FROM “THE SPHINX WANTS ME TO GUESS” TO “LEPIDOPTERA”
SOURCE TEXT: The text-collage The Sphinx wants me to guess edited by Harold Abramowitz, Theodoros Chiotis, Jeremy Hight, Dimitra Ioannou, Dennis Lhomme, Sean Smith, and Matina L. Stamatakis.
CONTENTS
• the sound work Incommensurability by Irini Miga is linked to the words “the Sphinx wants me to guess.”
• the poem Strange Boolean by Sean Smith is linked to the words “guess,” “46.”
· the visual poems The Horror of Butterfly-Angels, the Horror of Rain, my Ruins by Satu Kaikkonen are linked to the words “rain,” “ruins,” “the horror of,” “butterfly-angels.”
· the prose poem Wild Nights by Yoko Danno is linked to the words “roars,” “fog.”
· the photo Helix by Anargyros Drolapas is linked to the words “infinite guesses amongst the maps.”
· the artwork (Cracked) Sphinx by Antonis Katsouris is linked to the words “Sphinx fissuré.”
· the poem Thapierolinsclovecor by Jukka-Pekka Kervinen is linked to the word “lepidoptera.”
“a glimpse of” invited some poets, writers, artists to co-edit Issue’s 14 source-text by contributing a (found or not) text or image inspired by Rae Armantrout’s verses “The Sphinx wants me to guess.” (Up to Speed, Wesleyan University Press). Many thanks to Harold Abramowitz, Theodoros Chiotis, Jeremy Hight, Dennis LHomme, Sean Smith, Matina L. Stamatakis for their collaboration. Please click here so as to identify the authors. Enjoy, guess, and interpret the “riddles”!

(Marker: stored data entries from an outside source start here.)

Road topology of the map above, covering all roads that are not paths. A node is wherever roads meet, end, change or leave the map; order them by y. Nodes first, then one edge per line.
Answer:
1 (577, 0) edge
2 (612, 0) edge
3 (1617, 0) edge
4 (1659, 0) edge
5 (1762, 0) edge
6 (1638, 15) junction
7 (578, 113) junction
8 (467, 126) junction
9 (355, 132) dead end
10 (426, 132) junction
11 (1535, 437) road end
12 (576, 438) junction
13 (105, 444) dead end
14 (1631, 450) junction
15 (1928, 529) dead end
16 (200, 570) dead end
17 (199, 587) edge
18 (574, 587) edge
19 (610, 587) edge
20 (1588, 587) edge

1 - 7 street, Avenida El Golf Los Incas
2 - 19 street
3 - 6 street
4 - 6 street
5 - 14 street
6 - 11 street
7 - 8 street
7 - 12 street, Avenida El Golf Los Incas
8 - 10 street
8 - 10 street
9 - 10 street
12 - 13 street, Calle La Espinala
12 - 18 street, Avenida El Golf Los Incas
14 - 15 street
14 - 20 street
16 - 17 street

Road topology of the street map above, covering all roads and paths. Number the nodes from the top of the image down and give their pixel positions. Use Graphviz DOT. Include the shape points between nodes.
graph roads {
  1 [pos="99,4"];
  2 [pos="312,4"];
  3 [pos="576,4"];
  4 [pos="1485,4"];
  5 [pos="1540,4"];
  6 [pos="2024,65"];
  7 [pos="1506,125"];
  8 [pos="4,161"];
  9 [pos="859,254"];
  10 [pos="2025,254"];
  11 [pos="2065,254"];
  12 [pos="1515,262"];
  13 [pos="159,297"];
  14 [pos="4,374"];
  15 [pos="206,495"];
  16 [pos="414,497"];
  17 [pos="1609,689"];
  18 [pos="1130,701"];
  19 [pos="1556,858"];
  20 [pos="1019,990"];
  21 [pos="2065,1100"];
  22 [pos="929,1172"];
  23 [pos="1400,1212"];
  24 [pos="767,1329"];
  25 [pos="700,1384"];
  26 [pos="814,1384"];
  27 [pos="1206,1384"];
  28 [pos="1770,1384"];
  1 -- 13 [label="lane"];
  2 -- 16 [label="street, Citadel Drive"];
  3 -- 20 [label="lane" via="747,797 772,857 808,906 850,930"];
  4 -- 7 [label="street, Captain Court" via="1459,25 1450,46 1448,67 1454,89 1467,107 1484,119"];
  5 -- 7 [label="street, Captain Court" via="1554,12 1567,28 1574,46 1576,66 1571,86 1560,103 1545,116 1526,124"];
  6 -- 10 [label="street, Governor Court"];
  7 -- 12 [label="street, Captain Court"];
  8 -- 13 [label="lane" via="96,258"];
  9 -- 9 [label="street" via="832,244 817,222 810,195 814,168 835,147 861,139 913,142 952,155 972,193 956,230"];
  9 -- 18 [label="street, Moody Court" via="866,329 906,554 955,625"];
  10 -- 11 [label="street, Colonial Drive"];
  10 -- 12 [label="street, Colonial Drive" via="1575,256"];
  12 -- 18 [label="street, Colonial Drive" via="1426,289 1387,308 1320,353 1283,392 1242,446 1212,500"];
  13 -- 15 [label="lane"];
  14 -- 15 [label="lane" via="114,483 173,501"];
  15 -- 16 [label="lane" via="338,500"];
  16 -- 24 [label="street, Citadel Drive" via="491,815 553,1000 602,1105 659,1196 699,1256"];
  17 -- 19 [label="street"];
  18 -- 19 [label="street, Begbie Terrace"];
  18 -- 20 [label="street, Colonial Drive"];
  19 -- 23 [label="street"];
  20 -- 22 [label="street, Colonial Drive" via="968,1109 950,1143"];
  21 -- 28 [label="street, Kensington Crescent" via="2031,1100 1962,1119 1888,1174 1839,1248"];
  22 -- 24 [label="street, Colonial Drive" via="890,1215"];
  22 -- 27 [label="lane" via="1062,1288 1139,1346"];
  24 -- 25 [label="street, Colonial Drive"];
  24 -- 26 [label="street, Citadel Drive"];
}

THE SPHINX WANTS ME TO GUESS
the rain wants me to associate
the flood asks me to count the stones and sunken headlights
the drought calls me to question
the fog asks me to remember
the snow tells me to forget it all
the hurricane screams of the folly of concise measure and to just stop
the mudslide whispers of the space of forgetting and the roars of being snapped into attention
the ruins call me over to gaze at the depth of incompletion and mutter something quiet and broken
there are infinite guesses amongst the maps , directions and the math of things, gaps too, some to break
Le monde
irréel
n’ a pas
donné
de
signe
L’ inconnu
nous
drive
et nous
on désobéit
On veut trouver le centre de gravité
this story in their own tongue
horrifying. And chorus on the horror of
She described a broken collage of black butterfly-angels, flying and hunting, their shadows splaying the white tundra; in the distance an ice palace-pyramid as huge and steep as a mountain, crawled with thousands of these humanoid lepidoptera; and above, in what should have been the sky, a bleak crag of white light poured as if through a hole torn in a cave’s roof. In the last seconds she begged for her life, tossing her head and spilling maggots from the cavity of her eye-socket, then arched sharply as if she had been stabbed below the ribs.
One little whining beast
Whose longing
Is to slink back to antediluvian burrow
And one elastic tentacle of intuition
To quiver among the stars Underground horizon / stick floating marsh of the shaded sky / newborn becomes granite: / debris-like & frozen / parted alongside.